The blind dancer is broken ~ a dream
Sometimes dreams give us clues about our inner world in ways that are both revealing and concealing. The last week or two I have been finding it very difficult to navigate my way through the world, and feel I have lost connection with things that have been important to me and my life force feels depleted and I feel direction-less. I’m working my way through a book on Jungian dream interpretation and after I started reading it, for the first time in a while a dream occurred that feels significant in understanding what is going on. I’m going to share it here; if you have any insights on this they would be welcome as I am hoping to clarify my own thoughts and often my friends here have been excellent at doing just that.
The first part of the dream is confused. I am trying to find my way through a city that feels hostile, as if either a riot has been happening or is close to happening, or one that has been at war. The streets are narrow and steep but more or less deserted. It’s dark, night time and a few places have lights on. I go into one place, on the side of a square, from which a narrow lane goes down steeply enough to need steps. It feels a little like the Mont Martre area of Paris. The place is a restaurant, but looks wrecked and no one is eating there. A waiter comes over, but he doesn’t want to take an order. He’s trying to find his daughter, to connect to her on Facebook but though I try to explain to him how to find her, my communications don’t seem to work. I give up trying to explain as we seem to have not so much a problem of language but of intelligence.
The dream shifts and I am in my study. I have walked in to see that the smaller of my two desks, the one used solely for writing by hand and for drawing has been messed up.
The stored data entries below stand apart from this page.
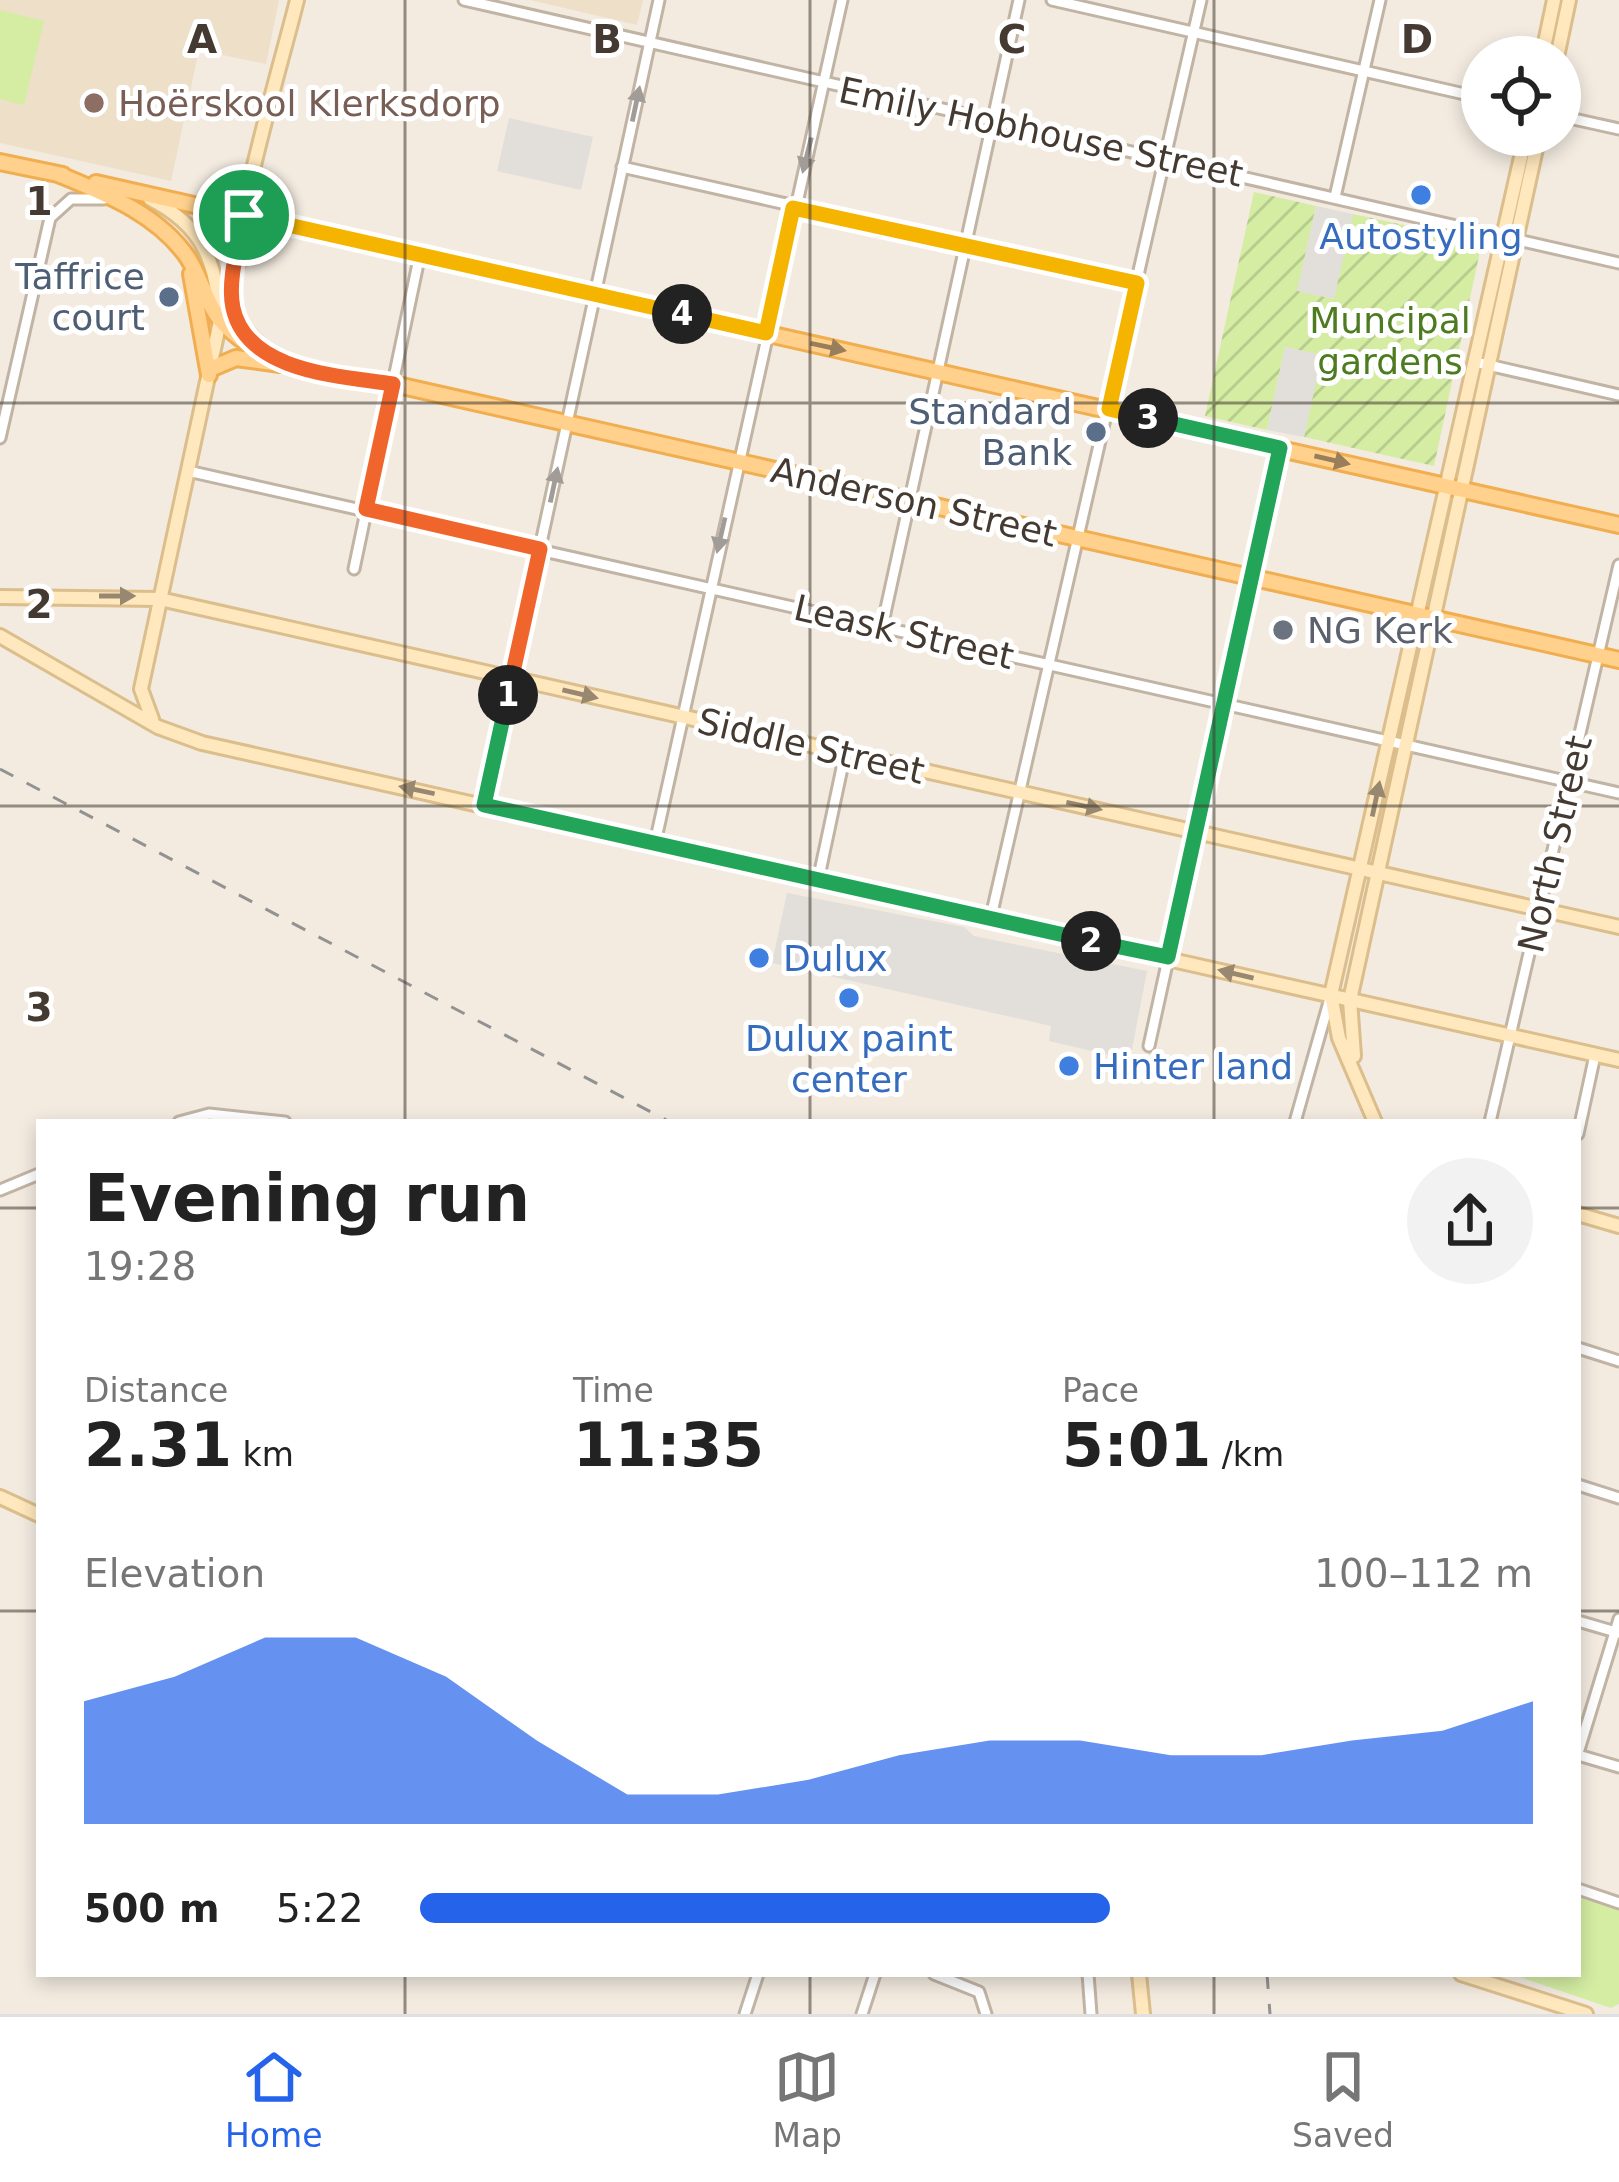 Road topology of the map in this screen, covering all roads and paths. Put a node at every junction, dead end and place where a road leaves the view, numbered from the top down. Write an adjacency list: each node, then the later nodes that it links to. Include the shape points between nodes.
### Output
1 (298, 0): 27 (street)
2 (464, 0): 14 (street, Emily Hobhouse Street)
3 (659, 0): 14 (street)
4 (842, 0): 16 (street)
5 (1019, 0): 18 (street)
6 (1052, 0): 11 (street)
7 (1201, 0): 11 (street)
8 (1380, 0): 15 (street)
9 (1554, 0): 12 (street)
10 (1569, 0): 13 (street)
11 (1193, 34): 15 (street); 23 (street)
12 (1546, 36)
13 (1561, 36)
14 (650, 43): 16 (street, Emily Hobhouse Street); 25 (street, one-way to 14)
15 (1363, 71): 17 (street); 29 (street)
16 (825, 84): 18 (street, Emily Hobhouse Street); 32 (street, one-way to 32)
17 (1461, 93)
18 (991, 119): 23 (street, Emily Hobhouse Street); 36 (street)
19 (1581, 121): 20 (street)
20 (1619, 129)
21 (1523, 156): 35 (street)
22 (1533, 156): 35 (street)
23 (1165, 158): 29 (street, Emily Hobhouse Street); 41 (street)
24 (0, 162): 26 (main road)
25 (622, 167): 32 (street); 42 (street)
26 (58, 174): 28 (main road); 30 (main road)
27 (251, 187): 31 (main road, via 229,206); 33 (street); 34 (main road)
28 (139, 193): 31 (main road); 43 (street, via 200,234 218,284)
29 (1335, 197): 35 (street, Emily Hobhouse Street)
30 (127, 205): 38 (main road); 54 (street, via 86,195 62,203 50,218)
31 (210, 208): 33 (main road)
32 (793, 208): 36 (street); 44 (street)
33 (244, 215): 34 (main road); 40 (street)
34 (268, 221): 37 (main road); 40 (main road)
35 (1510, 238): 39 (street, Emily Hobhouse Street); 46 (street)
36 (964, 246): 41 (street); 48 (street)
37 (420, 254): 42 (main road); 50 (street)
38 (186, 256): 43 (main road); 49 (main road)
39 (1619, 263)
40 (236, 266): 45 (street, via 236,317)
41 (1137, 283): 52 (street)
42 (595, 294): 44 (main road); 53 (street)
43 (220, 321): 45 (main road, Anderson Street); 49 (street)
44 (766, 333): 48 (main road, one-way to 48); 56 (street)
45 (266, 352): 47 (main road, Anderson Street)
46 (1482, 364): 51 (street); 58 (street)
47 (303, 369): 49 (main road, via 236,358); 50 (main road, Anderson Street)
48 (938, 371): 52 (main road); 59 (street)
49 (209, 372): 57 (street)
50 (393, 384): 53 (main road, Anderson Street); 60 (street)
51 (1619, 395)
52 (1109, 409): 55 (main road); 62 (street)
53 (567, 424): 56 (main road, Anderson Street); 63 (street, one-way to 53)
54 (0, 438)
55 (1280, 448): 58 (main road, one-way to 58); 66 (street)
56 (738, 463): 59 (main road, Anderson Street); 67 (street, one-way to 67)
57 (188, 470): 60 (street, Leask Street); 69 (street)
58 (1455, 488): 61 (main road); 70 (street)
59 (910, 501): 62 (main road, Anderson Street); 71 (street)
60 (366, 509): 63 (street, Leask Street); 65 (street)
61 (1619, 525)
62 (1078, 539): 66 (main road, Anderson Street); 75 (street)
63 (540, 549): 67 (street, Leask Street); 76 (street)
64 (1619, 566): 73 (street, North Street)
65 (354, 569)
66 (1251, 579): 70 (main road, Anderson Street); 77 (street)
67 (709, 589): 71 (street, Leask Street); 78 (street)
68 (0, 597): 69 (street, Siddle Street, one-way to 69)
69 (160, 599): 76 (street, Siddle Street); 79 (street, via 141,688)
70 (1425, 617): 73 (main road, Anderson Street); 80 (street); 81 (street)
71 (882, 627): 75 (street, Leask Street)
72 (0, 636): 79 (street)
73 (1599, 656): 74 (main road, Anderson Street); 83 (street, North Street)
74 (1619, 660)
75 (1051, 665): 77 (street, Leask Street); 84 (street)
76 (512, 678): 78 (street, Siddle Street, one-way to 78); 86 (street)
77 (1224, 704): 80 (street, Leask Street); 87 (street)
78 (681, 717): 82 (street, Siddle Street); 88 (street)
79 (158, 727): 86 (street, one-way to 79)
80 (1388, 740): 81 (street, Leask Street); 89 (street, one-way to 80)
81 (1404, 745): 83 (street, Leask Street); 90 (street)
82 (845, 754): 84 (street, Siddle Street); 91 (street)
83 (1568, 782): 85 (street, Leask Street); 92 (street, North Street)
84 (1018, 792): 87 (street, Siddle Street, one-way to 87); 93 (street)
85 (1619, 793)
86 (484, 805): 88 (street)
87 (1194, 830): 89 (street, Siddle Street); 95 (street)
88 (655, 843): 91 (street)
89 (1361, 868): 90 (street, Siddle Street); 96 (street)
90 (1377, 872): 92 (street, Siddle Street); 97 (street)
91 (818, 881): 93 (street)
92 (1540, 908): 94 (street, Siddle Street); 98 (street, North Street)
93 (990, 921): 95 (street)
94 (1619, 928)
95 (1168, 957): 96 (street, one-way to 95); 99 (street)
96 (1331, 995): 97 (street); 102 (street); 105 (street)
97 (1350, 1000): 98 (street); 102 (street)
98 (1510, 1036): 100 (street); 107 (street, North Street)
99 (1149, 1046)
100 (1595, 1055): 101 (street); 108 (street)
101 (1619, 1060)
102 (1355, 1070): 106 (street)
103 (187, 1119): 104 (street)
104 (253, 1119)
105 (1296, 1119)
106 (1375, 1119)
107 (1491, 1119)
108 (1581, 1120)
109 (36, 1175): 110 (street)
110 (0, 1190)
111 (1581, 1215): 112 (street)
112 (1619, 1226)
113 (1581, 1349): 114 (street)
114 (1619, 1361)
115 (1581, 1486): 117 (street)
116 (0, 1497): 118 (street)
117 (1619, 1498)
118 (36, 1514)
119 (1619, 1618): 121 (street)
120 (1581, 1622): 121 (street)
121 (1617, 1633): 122 (street)
122 (1581, 1745)
123 (1581, 1755): 124 (street)
124 (1619, 1767)
125 (1581, 1890): 126 (street)
126 (1619, 1903)
127 (757, 1977): 133 (street)
128 (874, 1977): 134 (street)
129 (942, 1977): 135 (street, via 979,1992)
130 (1088, 1977): 136 (street)
131 (1139, 1977): 137 (street)
132 (1470, 1977): 138 (street)
133 (746, 2014)
134 (862, 2014)
135 (986, 2014)
136 (1091, 2014)
137 (1143, 2014)
138 (1586, 2014)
Items are scattered over it and I notice that the statue I treasure has been knocked over; the head seems to be missing, there’s water close to it as if spilled, and there is a flex like that of a lamp attached to it (the real statue is one I bought in 2003, shortly after moving to the Midlands but before I began writing again. It’s an interpretation of the Oracle at Delphi, about 18 inches or so high, of fired clay, glazed in several colours and textures, and shows a seated, veiled woman, eyes downcast looking into a bowl she is holding on her lap. The bowl can hold a candle. I bought the statue as a symbol of listening to my inner consciousness and trying to heed what might come from dreams and visions. It’s never been a public ornament downstairs and has always been either in my study or my bedroom. It was quite expensive (for me) and is one of a kind as though the range is still on sale, each item was unique and this one is no longer made) I am crestfallen and upset that this precious thing might be broken or damaged, and rush forward to look more closely. As I get closer I see that this is a different statue entirely. It depicts a dancer, in a pose, one arm outstretched, standing on one leg (this probably has a term but I don’t know it). The statue is in the same coloured glazes and washes as mine (dark green, light green, yellow, and pure gold) but it’s very different and not one that in real life would ever appeal to me at all as it has a fragile appearance and depicts a style of feminine grace I’ve never aspired to or valued). I look closer for damage and see that there is a chip off the chin; there are fragments of porcelain around and I wonder if it can be fixed back. Then I see that a whole strip of glaze has been knocked from the face, right across the eyes so that the dancer is now blind. I am searching for the broken fragments to mend the statue when I wake.